Tuesday 27 December 2016

REDEFINING FAILURE

Failure they say can be frustrating, catastrophic, devastating, painful or hard to overcome. After falling or foundering, failure makes us doubt ourselves, question our past success like it is beginners luck and may make it harder for us to attempt at a single thing again.

Writing this piece as the year wound up, is so testing, because, I have had to take stock of the year, look at challenges faced, ask pertinent questions on why I failed and seek answers to what went wrong.


I could blame the world and everyone for one fault or the other, I could point a finger at the economy, the incompetence of vendors, the unprofessional behaviour of workers, lack of deeper knowledge of the said project, over reliance on experts etc. But, the failure will still boil down to me. It was my decision to vet and re-vet because the buck stops on my table. Yet, here I am, refusing to accept that the year was a total failure. There were lessons learnt. What then are the lessons?

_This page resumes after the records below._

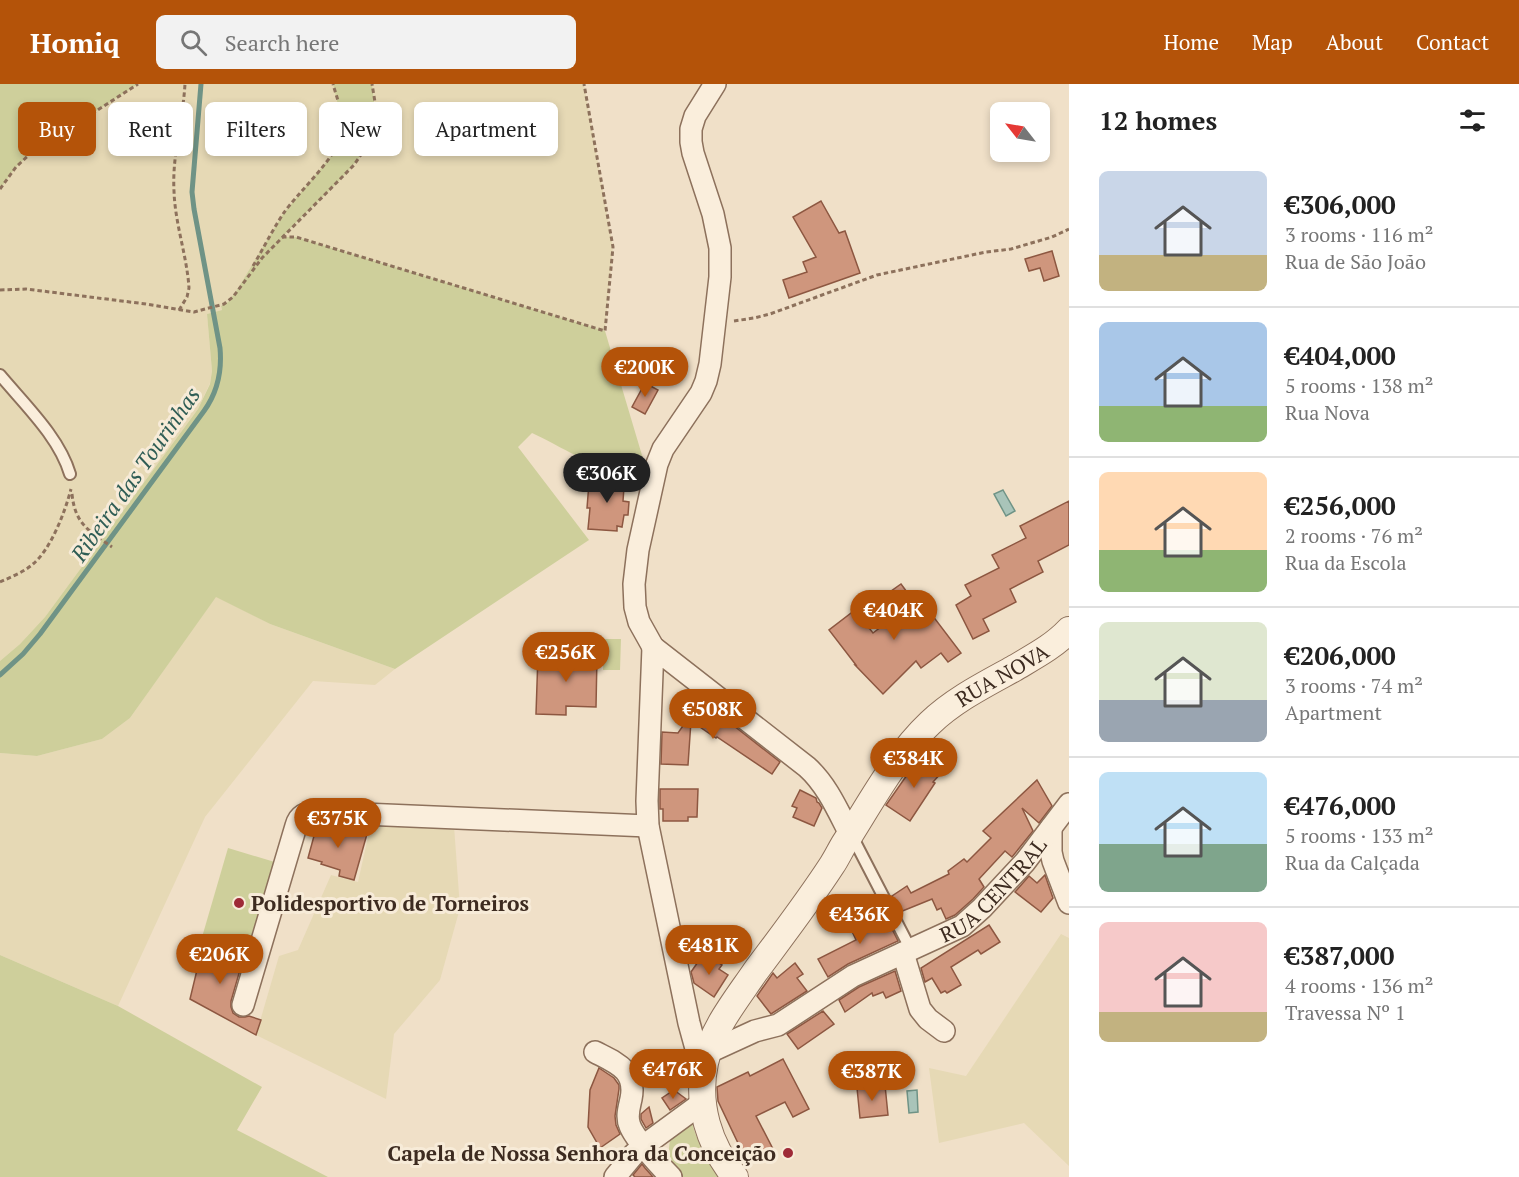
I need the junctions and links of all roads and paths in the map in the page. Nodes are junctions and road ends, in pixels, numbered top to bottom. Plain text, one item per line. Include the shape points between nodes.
1 (138, 84) edge
2 (185, 84) edge
3 (333, 84) edge
4 (372, 84) edge
5 (584, 84) edge
6 (715, 84) edge
7 (0, 189) edge
8 (1069, 229) edge
9 (282, 237) junction
10 (246, 278) junction
11 (0, 290) edge
12 (179, 310) junction
13 (714, 324) junction
14 (0, 375) edge
15 (69, 474) joint
16 (71, 489) junction
17 (112, 548) dead end
18 (0, 582) edge
19 (1069, 630) edge
20 (653, 647) junction
21 (1069, 804) edge
22 (648, 826) junction
23 (1051, 828) junction
24 (850, 834) junction
25 (1069, 903) edge
26 (907, 952) junction
27 (243, 1005) dead end
28 (944, 1031) dead end
29 (595, 1052) dead end
30 (705, 1063) junction
31 (702, 1103) junction
32 (660, 1157) edge
33 (615, 1177) edge
34 (735, 1177) edge

1 - 7 path via 32,153
2 - 12 path via 174,192 189,288
3 - 10 path via 343,129 340,142 283,214
4 - 9 path via 375,118 369,143 354,165
5 - 9 path via 613,247 605,331 296,237
6 - 13 street via 695,116 690,142 718,232 721,262
8 - 13 path via 1011,249 877,274 770,314
9 - 10 path
10 - 12 path via 228,302 217,308
11 - 12 path via 26,289
13 - 20 street via 706,381 660,456 638,550 635,607
14 - 15 lane via 57,445
15 - 16 path
16 - 17 path via 78,519
16 - 18 path via 59,524 34,564
19 - 24 street, RUA NOVA via 1046,650 964,697 930,723 904,752
20 - 22 street
20 - 24 street via 818,777
21 - 23 street, RUA CENTRAL
22 - 27 street via 304,814 298,819
22 - 30 street via 689,1023
23 - 25 street via 1053,861
23 - 26 street, RUA CENTRAL via 1025,862 969,920
24 - 26 lane
24 - 30 street, RUA NOVA via 721,1024
26 - 28 street via 920,1009
26 - 30 street, RUA CENTRAL via 842,982 778,1025 755,1031
29 - 32 street via 627,1071 632,1088 628,1119 632,1131
30 - 31 street
31 - 32 street via 671,1126
31 - 34 street via 710,1134
32 - 33 street via 634,1154

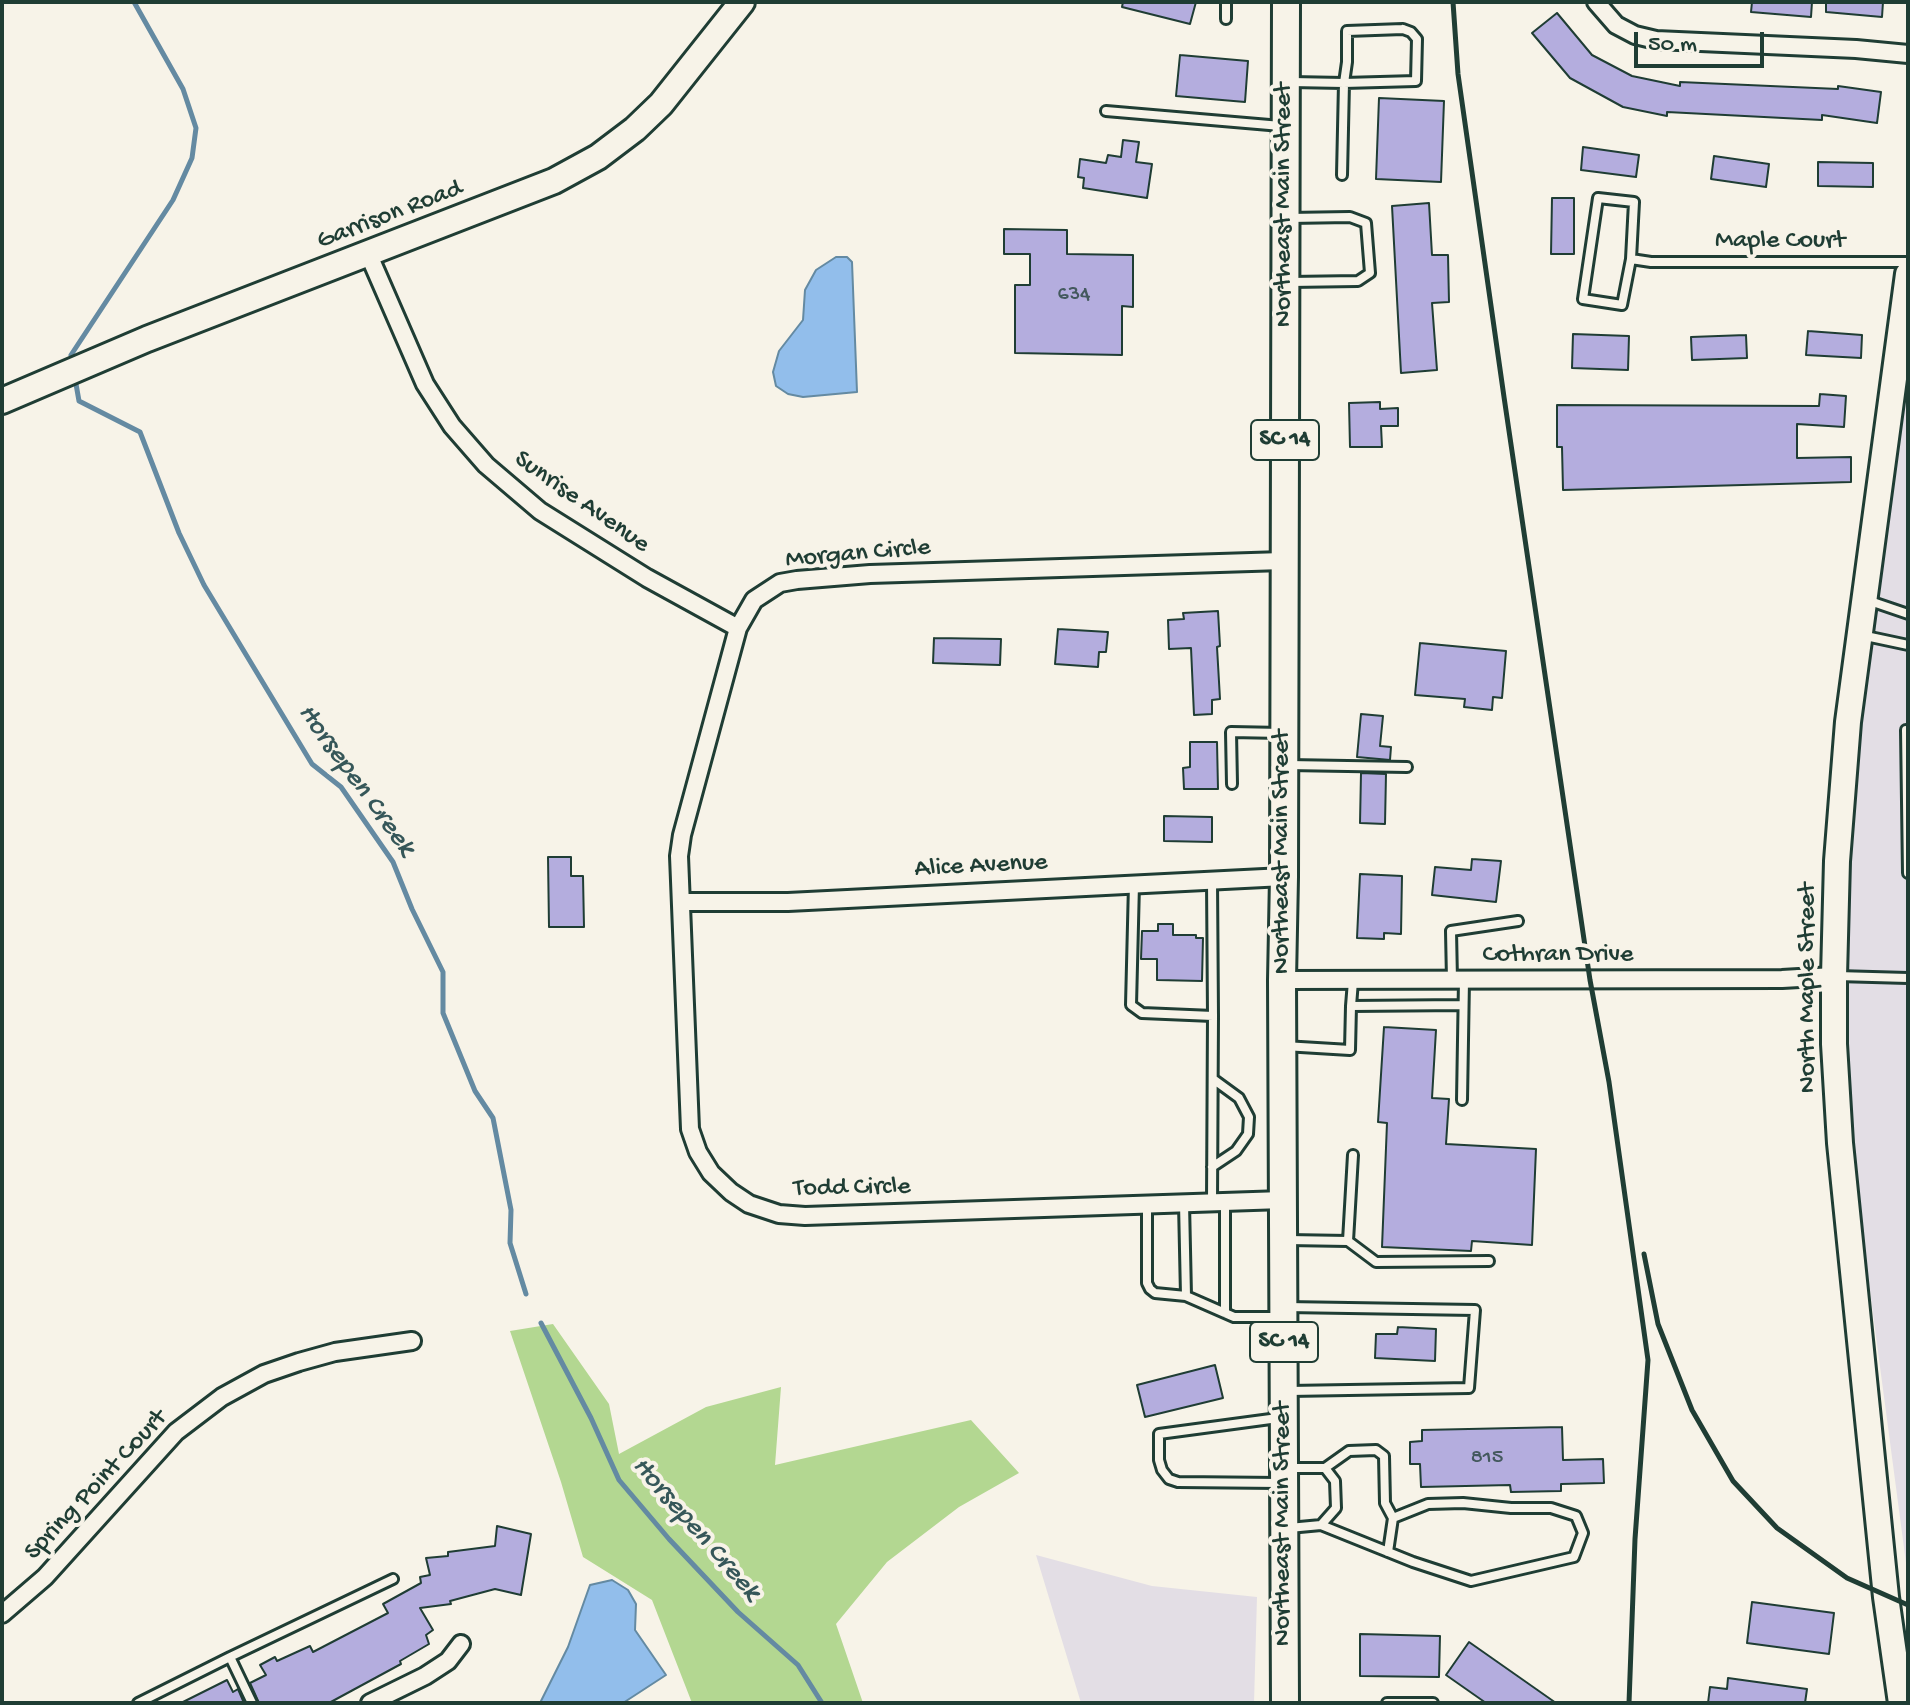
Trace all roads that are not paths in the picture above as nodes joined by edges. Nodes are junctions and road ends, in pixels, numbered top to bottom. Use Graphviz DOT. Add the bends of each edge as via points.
graph roads {
  1 [pos="742,2"];
  2 [pos="1226,2"];
  3 [pos="1286,2"];
  4 [pos="1596,2"];
  5 [pos="1226,19"];
  6 [pos="1908,54"];
  7 [pos="1286,82"];
  8 [pos="1344,83"];
  9 [pos="1106,111"];
  10 [pos="1286,126"];
  11 [pos="1342,175"];
  12 [pos="1284,219"];
  13 [pos="368,253"];
  14 [pos="1631,259"];
  15 [pos="1908,262"];
  16 [pos="1908,274"];
  17 [pos="1285,282"];
  18 [pos="2,400"];
  19 [pos="1283,561"];
  20 [pos="1865,599"];
  21 [pos="1908,614"];
  22 [pos="738,628"];
  23 [pos="1860,635"];
  24 [pos="1908,645"];
  25 [pos="1908,730"];
  26 [pos="1283,733"];
  27 [pos="1283,765"];
  28 [pos="1407,767"];
  29 [pos="1232,784"];
  30 [pos="1908,873"];
  31 [pos="1284,877"];
  32 [pos="1212,881"];
  33 [pos="1134,884"];
  34 [pos="681,902"];
  35 [pos="1518,921"];
  36 [pos="1834,976"];
  37 [pos="1908,978"];
  38 [pos="1282,980"];
  39 [pos="1458,980"];
  40 [pos="1353,981"];
  41 [pos="1463,1005"];
  42 [pos="1351,1006"];
  43 [pos="1213,1016"];
  44 [pos="1283,1046"];
  45 [pos="1213,1079"];
  46 [pos="1462,1100"];
  47 [pos="1353,1155"];
  48 [pos="1212,1167"];
  49 [pos="1283,1200"];
  50 [pos="1218,1201"];
  51 [pos="1184,1203"];
  52 [pos="1147,1204"];
  53 [pos="1283,1240"];
  54 [pos="1348,1241"];
  55 [pos="1489,1261"];
  56 [pos="1186,1296"];
  57 [pos="1284,1312"];
  58 [pos="1225,1313"];
  59 [pos="412,1341"];
  60 [pos="1284,1391"];
  61 [pos="1284,1417"];
  62 [pos="1325,1468"];
  63 [pos="1284,1476"];
  64 [pos="1393,1518"];
  65 [pos="1321,1525"];
  66 [pos="1284,1529"];
  67 [pos="1388,1552"];
  68 [pos="393,1579"];
  69 [pos="2,1614"];
  70 [pos="461,1644"];
  71 [pos="230,1657"];
  72 [pos="138,1703"];
  73 [pos="252,1703"];
  74 [pos="370,1703"];
  75 [pos="1285,1703"];
  76 [pos="1387,1703"];
  77 [pos="1433,1703"];
  78 [pos="1901,1703"];
  1 -- 13 [label="street, Garrison Road" via="661,104 598,157 542,187"];
  2 -- 5 [label="lane"];
  3 -- 7 [label="main road, Northeast Main Street / SC 14"];
  4 -- 6 [label="street" via="1616,25 1656,40"];
  7 -- 8 [label="lane"];
  7 -- 10 [label="main road, Northeast Main Street / SC 14"];
  8 -- 8 [label="lane" via="1416,81 1417,39 1403,29 1347,31"];
  8 -- 11 [label="lane"];
  9 -- 10 [label="lane"];
  10 -- 12 [label="main road, Northeast Main Street / SC 14"];
  12 -- 17 [label="main road, Northeast Main Street / SC 14"];
  12 -- 17 [label="lane" via="1350,217 1366,223 1370,273 1358,281"];
  13 -- 18 [label="street, Garrison Road"];
  13 -- 22 [label="street, Sunrise Avenue" via="425,384 486,465 540,511"];
  14 -- 14 [label="lane" via="1634,202 1598,198 1583,299 1622,305"];
  14 -- 15 [label="lane, Maple Court"];
  16 -- 20 [label="street, North Maple Street"];
  17 -- 19 [label="main road, Northeast Main Street / SC 14"];
  19 -- 22 [label="street, Morgan Circle" via="797,580 780,583 754,600"];
  19 -- 26 [label="main road, Northeast Main Street / SC 14"];
  20 -- 21 [label="lane"];
  20 -- 23 [label="street, North Maple Street"];
  22 -- 34 [label="street, Morgan Circle" via="682,835"];
  23 -- 24 [label="lane"];
  23 -- 36 [label="street, North Maple Street" via="1841,797"];
  25 -- 30 [label="lane"];
  26 -- 27 [label="main road, Northeast Main Street / SC 14"];
  26 -- 29 [label="lane" via="1231,732"];
  27 -- 28 [label="lane"];
  27 -- 31 [label="main road, Northeast Main Street / SC 14"];
  31 -- 32 [label="street, Alice Avenue"];
  31 -- 38 [label="main road, Northeast Main Street / SC 14"];
  32 -- 33 [label="street, Alice Avenue"];
  32 -- 43 [label="lane"];
  33 -- 34 [label="street, Alice Avenue" via="788,902"];
  33 -- 43 [label="lane" via="1131,1005 1142,1013"];
  34 -- 52 [label="street, Todd Circle" via="690,1129 704,1163 740,1198 764,1210 805,1216"];
  35 -- 39 [label="lane" via="1451,931"];
  36 -- 37 [label="lane"];
  36 -- 39 [label="street, Cothran Drive"];
  36 -- 78 [label="street, North Maple Street" via="1840,1143"];
  38 -- 40 [label="street, Cothran Drive"];
  38 -- 44 [label="main road, Northeast Main Street / SC 14"];
  39 -- 40 [label="street, Cothran Drive"];
  39 -- 41 [label="lane"];
  40 -- 42 [label="lane"];
  41 -- 42 [label="lane"];
  41 -- 46 [label="lane"];
  42 -- 44 [label="lane" via="1350,1050"];
  43 -- 45 [label="lane"];
  44 -- 49 [label="main road, Northeast Main Street / SC 14"];
  45 -- 48 [label="lane"];
  45 -- 48 [label="lane" via="1239,1098 1249,1117 1242,1143"];
  47 -- 54 [label="lane"];
  48 -- 50 [label="lane"];
  49 -- 50 [label="street, Todd Circle"];
  49 -- 53 [label="main road, Northeast Main Street / SC 14"];
  50 -- 51 [label="street, Todd Circle"];
  50 -- 58 [label="lane"];
  51 -- 52 [label="street, Todd Circle"];
  51 -- 56 [label="lane"];
  52 -- 56 [label="lane" via="1147,1283 1155,1293"];
  53 -- 54 [label="lane"];
  53 -- 57 [label="main road, Northeast Main Street / SC 14"];
  54 -- 55 [label="lane" via="1376,1262"];
  56 -- 58 [label="lane"];
  57 -- 58 [label="lane" via="1234,1317"];
  57 -- 60 [label="main road, Northeast Main Street / SC 14"];
  57 -- 60 [label="lane" via="1475,1310 1469,1388"];
  59 -- 69 [label="street, Spring Point Court" via="299,1362 222,1397 176,1432 45,1577"];
  60 -- 61 [label="main road, Northeast Main Street / SC 14"];
  61 -- 63 [label="main road, Northeast Main Street / SC 14"];
  61 -- 63 [label="lane" via="1159,1434 1162,1470 1169,1479"];
  62 -- 63 [label="lane"];
  62 -- 64 [label="lane" via="1349,1451 1376,1450 1384,1456 1385,1503"];
  62 -- 65 [label="lane" via="1335,1481 1336,1508"];
  63 -- 66 [label="main road, Northeast Main Street / SC 14"];
  64 -- 67 [label="lane"];
  64 -- 67 [label="lane" via="1428,1504 1551,1508 1576,1516 1583,1533 1574,1557 1471,1581"];
  65 -- 66 [label="lane"];
  65 -- 67 [label="lane"];
  66 -- 75 [label="main road, Northeast Main Street / SC 14"];
  68 -- 71 [label="lane"];
  70 -- 74 [label="street" via="448,1661 425,1676"];
  71 -- 72 [label="lane"];
  71 -- 73 [label="lane"];
  76 -- 77 [label="lane"];
}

I learnt that people most times need to be pushed to do their job. I learnt that, workers hush their problems a lot and find it hard to share. I learnt that, you need to monitor projects and demand accountability. I learnt that, you have to test work ethics, even if they 'contractors' are termed professionals before you commit to them. I learnt that a proper contract must define proper plans for execution, fines for breaching contract in any guise, and reward for excellence. I learnt that, friendship doesn't always translate to trust and honesty in business. I learnt that the ultimate lesson is me accepting my own fault in the failure and making certain it never happens again. I learnt that you can start again.



So, like everyone else, I am scared of trying again, I am terrified of giving this one more shot, I am so ashamed to admit I don't even want to look back at this mis-step. But you see, some dreams are way bigger than our fears, and our passion larger than our failures. So, I am giving it a shot again. I am re-strategizing, and I am conquering the coming year, and you are welcome to join me in this redefinition party, because you too can redefine your failure rather than let it redefine you..
Here's to redefining our failures.


Sunday 11 December 2016

                                                 WEAR THIS BADGE


I wear this smile to remind me of  the many frown caused by the questions, How dare you, How can you, Who do you think you are? Stay in your lane. You're just a girl.

This gait of mine ,this spring in my feet, this bounce you see,   is the response from many slouched shoulder, forlorn face, downcast heart, broken dreams and chattered vision gotten from  being reminded I'm just a dreamer and little pussy whose only assets are the 2 pieces of oranges on her chest and the cherry hole in between her legs. You're just a woman he says, stay in your lane.

This code you have etched on my psyche has become the very reason, I re-write my story. I retell my future better than my past. It's the fuel burning the fury in me, helping me draw a compass of where I'm headed, all I wanted and the Royalty I have created

This very scar has become my badge of honour, though gotten from the many pains inflicted from your whip and your venomous spittle, is now my gain to inspire others, make them fighters to break down the walls your kind have erected around them.

I will wear this memory no more with regrets, but with the pride only a warrior can muster, knowing the many oceans of tragedy that tried to drown my voice, but ended helping me find my sound.

I shall adorn this badge as an insignia of the countless battle I won, to conquer the thought of you holding me bound to  prisons of my mind. I shall fly this honour like a hero whose victory the world must sing, the crowd must cheer and the audience must applaud.

I will wear this badge so my tale become their hope, my story inspire their resolve and my triumph their waiting crown.


I shall wear this badge so someday you can become you.